SQLServerCentral Article

Packaged-Application Database Nightmares - A Horror Story

,

[WARNING: This content may not be suitable for normalization-loving Database professionals. Viewer caution is advised.]

I'm about to lay out a scenario so horrifying that most DBA will scramble for the cream-puff cuddly warmth of a major-character-dies episode of The Walking Dead.  Indeed, after you read, you may prefer being eaten by ravenous zombies to maintaining the database that is described.  The story you are about to read is or is not true.  The names have been changed to protect the résumés.

The Horror Begins.

Company X purchases a packaged application.  You are the DBA and are fairly new to the company.  After the package is purchased, you stand up an empty database, and the application writes in the schema. When connecting to the server to include the new database into transaction log and daily full backups, you just happen to glance at the new schema. This is what you see:

  • 2000 tables.
  • No defined Foreign Key relationships.
  • No clustered indexes - every table is a heap!
  • No defined Primary keys, instead tables use a nonclustered unique constraint to enforce PK.
  • No indexes on natural primary keys used to join tables.
  • Every column defined as varchar except for some dates that are DATETIME.
  • Some tables with an IDENTITY bigint and a non-clustered unique constraint on the identity.
  • But! Even with the Identity, most of those varchar(25) keys that are sequential numbers are populated out of a table full of "last number used" values..
  • A keyword indexing table for a table full of BLOBS (keyed on a GUID), with 20 keyword fields defined per row.  To add sauce to this goose, this table's 20 columns are used for different values depending on the nature of the BLOB table row to which the rows are linked.
  • second indexing table (written for an enhancement requested by company X) that keeps the exact same schema as the index table above.
  • A table-valued function that uses a UNION (not a UNION ALL) to join the results into a result set; roughly a million rows in one table, and 2 million rows in the other.
  • The app is a package - there is probably nothing you can do to improve the existing tables.
  • The size and configuration of the SQL servers that will host the application's database are presented to you as a fait accompli.

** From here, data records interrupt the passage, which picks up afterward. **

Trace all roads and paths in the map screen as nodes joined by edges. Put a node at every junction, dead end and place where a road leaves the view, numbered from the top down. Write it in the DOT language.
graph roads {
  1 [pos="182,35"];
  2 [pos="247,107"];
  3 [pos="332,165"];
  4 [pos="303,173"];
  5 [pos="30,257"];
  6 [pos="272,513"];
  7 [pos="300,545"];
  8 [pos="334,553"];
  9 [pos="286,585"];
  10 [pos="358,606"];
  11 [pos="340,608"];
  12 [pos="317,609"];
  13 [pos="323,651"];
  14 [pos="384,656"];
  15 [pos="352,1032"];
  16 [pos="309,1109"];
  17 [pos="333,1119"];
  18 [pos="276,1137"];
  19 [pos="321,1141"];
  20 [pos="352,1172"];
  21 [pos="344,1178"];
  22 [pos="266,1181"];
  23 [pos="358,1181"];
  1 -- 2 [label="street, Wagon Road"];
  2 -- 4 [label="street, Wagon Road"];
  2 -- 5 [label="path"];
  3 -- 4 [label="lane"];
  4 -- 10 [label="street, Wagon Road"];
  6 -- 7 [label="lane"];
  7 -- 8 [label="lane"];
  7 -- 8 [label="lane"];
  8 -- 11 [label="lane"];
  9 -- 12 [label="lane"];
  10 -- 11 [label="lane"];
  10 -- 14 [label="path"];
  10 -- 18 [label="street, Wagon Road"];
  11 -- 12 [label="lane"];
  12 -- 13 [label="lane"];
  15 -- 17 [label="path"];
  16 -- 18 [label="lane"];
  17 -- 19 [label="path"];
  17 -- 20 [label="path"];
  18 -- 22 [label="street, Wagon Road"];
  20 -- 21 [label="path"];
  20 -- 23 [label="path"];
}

According to Codd and Date, this database is in 0NF - absolutely not normalized.  E. F. Codd resurrects and his zombie offers to eat you out of mercy, and you are sorely tempted to accept.

It gets worse!

The application is highly customized and then goes into production.  You think that you have achieved some comfort in that the new tables that your teammates on the Development side created are third-normal-form and use (mostly) the correct data type for the data in the column.. You are allowed to reconfigure the new tables (and many of the packaged tables) to have clustered indexes on the Identity column(s), and define surrogate primary keys to replace the unique constraints.  But defined FK relationships?  Only on a piece of paper.  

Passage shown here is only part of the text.